ネット.ブックを知っているか

インターネットのおかげで最新情報がアッと言う間に世界中を駆け巡ります。日本ではATOMというインテルのCPUが話題になってました。何故話題になったのでしょう。タイではそれを使うであろうネットブックが紹介されています。

小型化、省エネ化したコンピュータの売上が伸びているが大手のPC製作販売会社はこの現象に考え込んでしまっている。現在、すでにPCメーカーはすでに薄利になってしまっている状態で、更なる低価格コンピュータ販売の成功を危機を持って見守っている。

このコンピュータはネットブックと呼ばれ、メモリチップも搭載していない。これらはエナジーシッピングチップを使っているのだ。このチップはウェブサイト閲覧とイーメイルのチェックを主な仕事としている。その価格はわずか3万円ほどだ。

この種のコンピュータは新しいコンピュータのカテゴリーになりつつあり、台湾のメーカー、エイサスとエベックスから開発販売された。

このスリムな小型機に警戒しながらも、PCメーカー大手のDELLとエイサーはこの市場に参入していない。しかしながら世界最大のPCメーカー、ヒューレット.パッカードはハイブリッド.ノートブックとミニ.ノートと名づけたネットブックでこの市場に参入して来ている。

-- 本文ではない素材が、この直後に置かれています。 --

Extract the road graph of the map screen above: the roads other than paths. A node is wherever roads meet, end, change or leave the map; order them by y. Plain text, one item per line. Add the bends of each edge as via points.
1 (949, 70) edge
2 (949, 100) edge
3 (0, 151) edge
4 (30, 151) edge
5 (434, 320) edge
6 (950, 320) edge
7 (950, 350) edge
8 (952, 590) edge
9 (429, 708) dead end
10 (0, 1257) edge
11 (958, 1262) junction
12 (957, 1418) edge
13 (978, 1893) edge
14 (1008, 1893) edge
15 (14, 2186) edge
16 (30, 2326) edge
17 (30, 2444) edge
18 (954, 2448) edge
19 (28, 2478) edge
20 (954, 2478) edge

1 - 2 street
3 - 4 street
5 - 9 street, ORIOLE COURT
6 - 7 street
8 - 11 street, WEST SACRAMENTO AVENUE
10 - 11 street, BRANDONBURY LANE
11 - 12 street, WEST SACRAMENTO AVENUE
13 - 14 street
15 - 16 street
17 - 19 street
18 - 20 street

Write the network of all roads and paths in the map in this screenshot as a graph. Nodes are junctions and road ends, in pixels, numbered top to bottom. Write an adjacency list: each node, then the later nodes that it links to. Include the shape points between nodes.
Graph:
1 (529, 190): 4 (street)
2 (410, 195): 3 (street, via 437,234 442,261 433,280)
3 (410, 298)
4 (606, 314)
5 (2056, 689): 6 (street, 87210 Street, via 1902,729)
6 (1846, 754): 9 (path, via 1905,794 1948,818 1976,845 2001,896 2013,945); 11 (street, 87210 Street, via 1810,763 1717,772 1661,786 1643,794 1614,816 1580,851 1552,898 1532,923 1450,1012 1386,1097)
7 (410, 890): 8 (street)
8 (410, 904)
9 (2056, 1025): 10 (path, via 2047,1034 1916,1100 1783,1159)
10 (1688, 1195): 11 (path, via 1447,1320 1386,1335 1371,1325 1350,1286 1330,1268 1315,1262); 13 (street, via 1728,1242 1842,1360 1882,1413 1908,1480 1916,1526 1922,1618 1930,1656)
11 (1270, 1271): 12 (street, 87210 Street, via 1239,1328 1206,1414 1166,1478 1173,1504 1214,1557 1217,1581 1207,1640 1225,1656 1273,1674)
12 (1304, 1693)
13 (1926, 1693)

また幾つかのメーカーは省エネーのPCで対抗しようとしているようだ。彼らはまもなくインターネットをアクセスするための低価格デスクトップPC「ネット.トップ」を市場に出してくるらしい。

シリコンバレーではインターネット時代に合わせた基本機能しか搭載していない CharryPal というデスクトップPCが7月21日に販売されている。価格は300ドル以下、大きさはA4サイズ本ぐらい、そして消費電力はわずか2ワットだ。そして この機械にはOSは無く、コンピュータ内部で動作しているように見えるがデータは離れたサーバーに保存管理されていると言う。

ある企業アナリストはこのCPU無し、OS無しで低価格の機械は大手PCメーカーばかりでなく、巨大企業マイクロソフトやインテルも脅かすことになるかもしれないと言っている。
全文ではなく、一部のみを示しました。